Jo Elston-Moscrop explains what to look out for in order to give your beauty shelf a green and ethical makeover.
Who takes the time to look at all the ingredients on a product? Further still, who researches what each obscure ingredient is made from? Maybe only a small amount of us do this. It’s something I did for a while before making my own products. And I was shocked at what I found in a lot of them, and also at laws surrounding these chemicals. Petrochemicals are one of things I was horrified by, aka fossil fuels. Not something you’d really choose to spread all over your skin is it? But it’s in many cosmetics. Some of them you may recognise. Mineral oils, propylene, toluene and phenoxyethanol to name a few. I remember everyone switching to soy candles because they didn’t want the paraffin wax burning in their homes. However, it would seem that instead of burning it they are still letting it enter their bodies, but through their skin.

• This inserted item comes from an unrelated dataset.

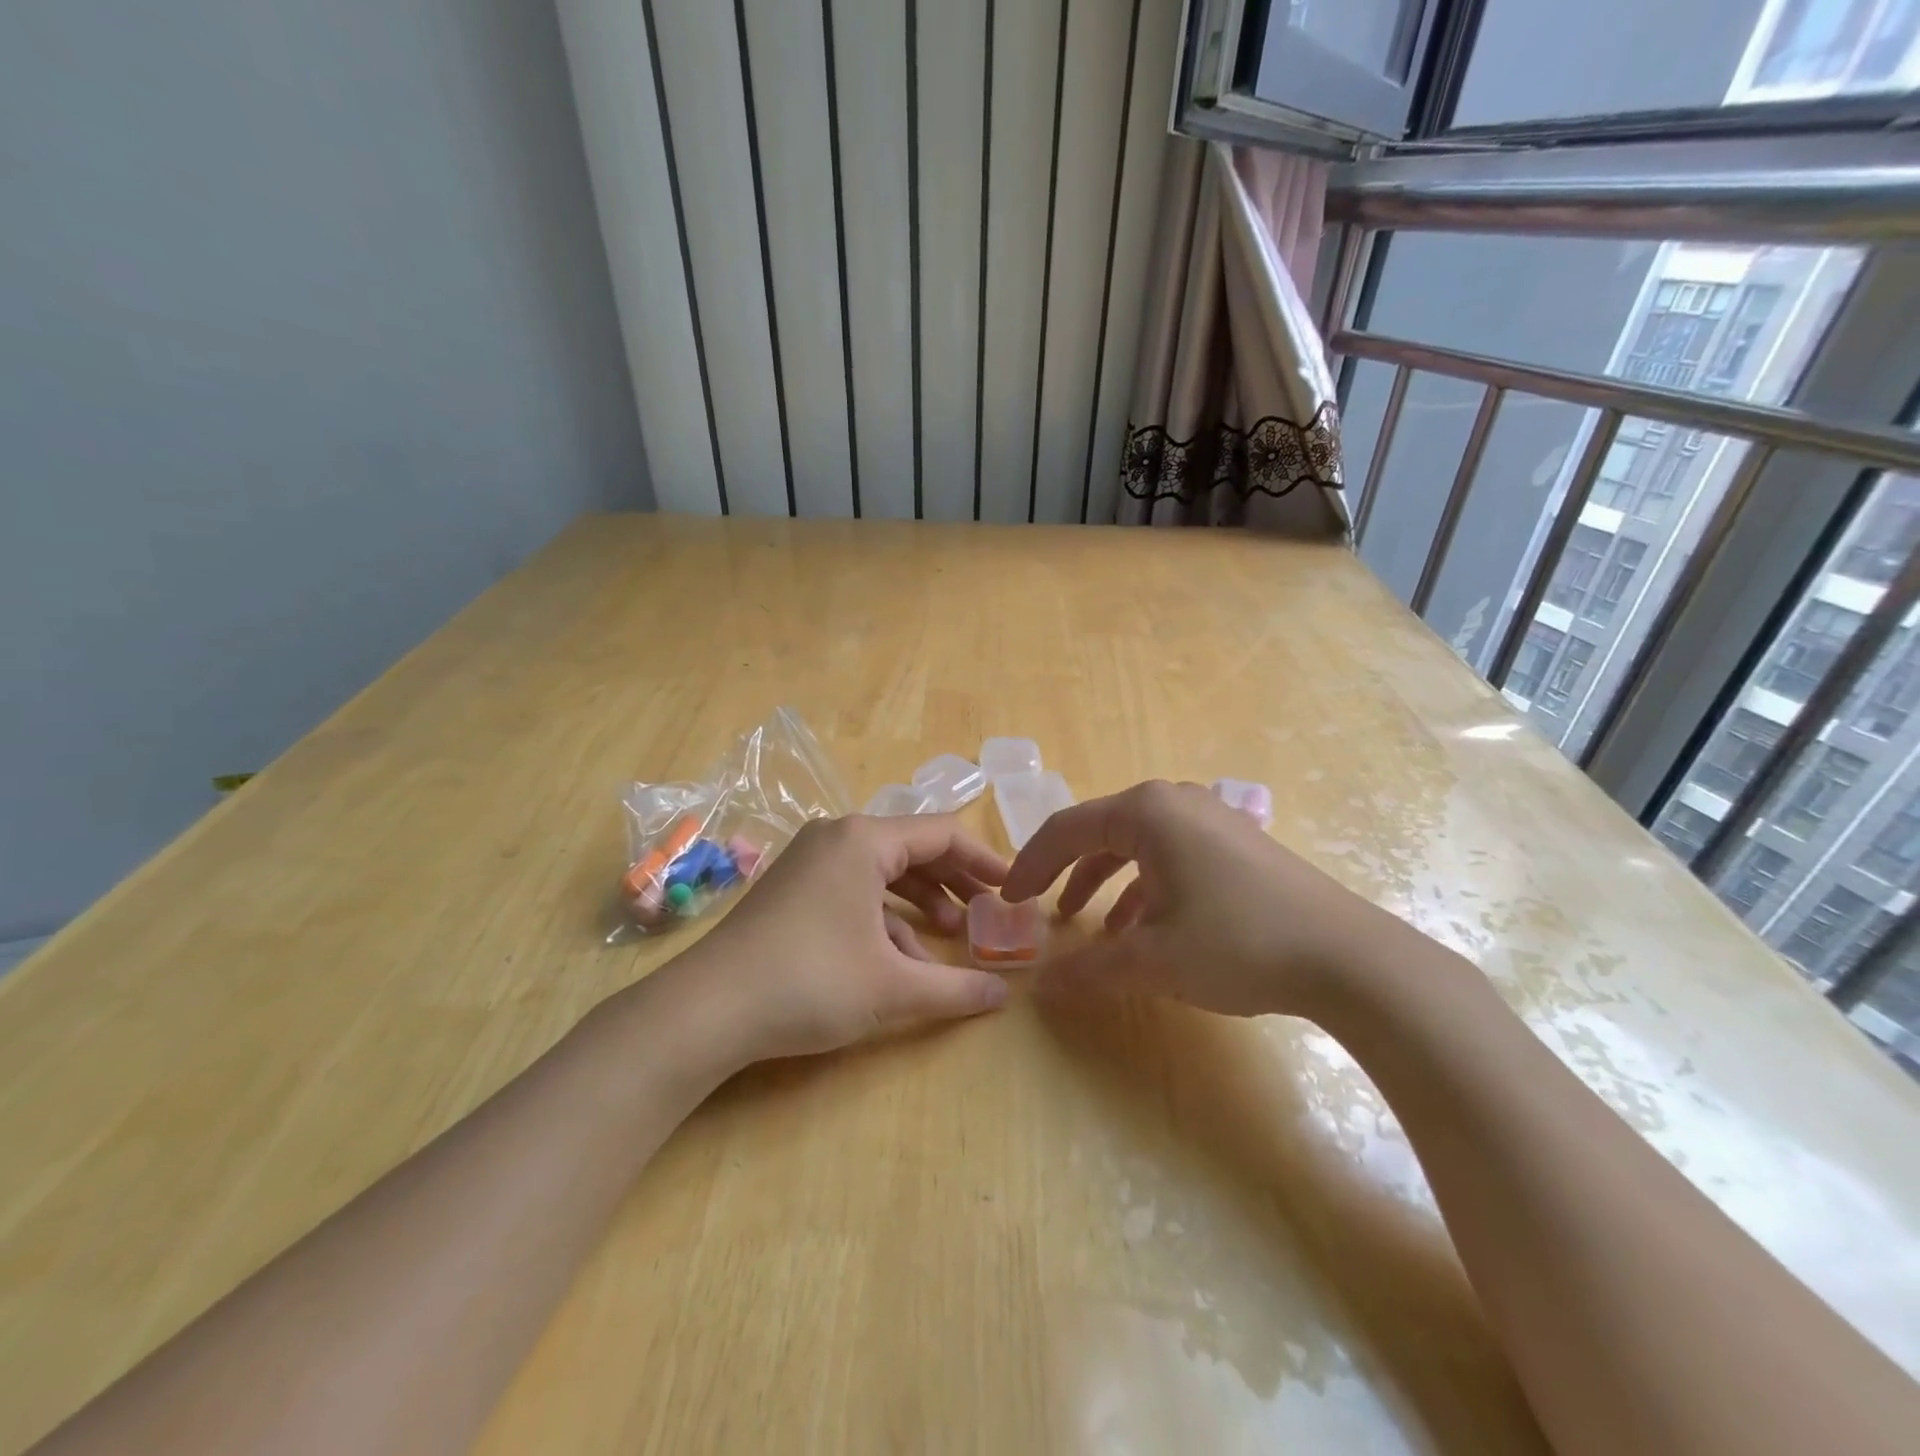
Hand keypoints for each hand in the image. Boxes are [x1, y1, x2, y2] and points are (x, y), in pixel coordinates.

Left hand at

Ever seen the words ‘fragrance’ or ‘parfum’ listed as ingredient? EU law says that companies are under no legal obligation to disclose the ingredient of those scents. So as consumers we just have to accept that there are a lot of man-made synthetic chemicals in products. Some companies are open to you asking what is in the scent so it is worth contacting them. Meanwhile others are completely transparent and will list the ingredient of that scent on their website. That said, it can be tough to know when a product is completely natural. One way to really be sure of what goes into your beauty products, is to make your own.
Here’s my recipe for a natural make-up remover:
- 1 part alcohol free Witch Hazel
- 1 part Apricot Kernel oil
Pour into a sterile bottle. Shake before each use.
There is a ban on animal testing for cosmetic products in the UK. In 2013, the EU made the landmark decision that prompted other countries to follow suit. No ingredient tested on animals is to be used in beauty products, regardless where the ingredient was made. However, this doesn’t mean that a company can’t test on animals outside of the EU and sell their products to countries that allow testing to happen. In particular those companies that sell in China, will have tested on animals as China demands that it be done.
Avoid this by checking that the beauty brands you use are cruelty-free and vegan. Do your research, too. PETA have a list of animal-derived products here so you know what to steer clear of.
Sadly, plastic gets everywhere. Especially when it comes to cosmetics. The beauty sector generated over 142 billion units of packaging last year – most of which ended up in landfill or the ocean. Driven by this, the first green beauty success story occurred in the UK as legislation banned products containing microbeads. These are plastic particles used in many cleansers, toothpastes and scrubs. But that’s just the start. If you want to take the plastic out of your beauty items, there are a few things you can do. Firstly, seek out refill and zero-waste shops. They won’t sell items in single-use packaging, instead you have to bring your own container. Take a glass bottle and fill up on as much shampoo and conditioner as you need there. Chances are, these kinds of shops will also sell shampoo bars, too. These products require little, to no-packaging so they’re a great green beauty item to buy into. Also research brands with great sustainable ethos. Faith in Nature are a fantastic eco-friendly brand to buy from, too. They offer the use of refill stations to encourage customers to recycle more plastic. Anyone who sends back the 5L containers to their UK headquarters will get 20 percent off their next 5L purchase. Once the empty containers are returned, they’re cleaned and reused in the Faith in Nature supply chain.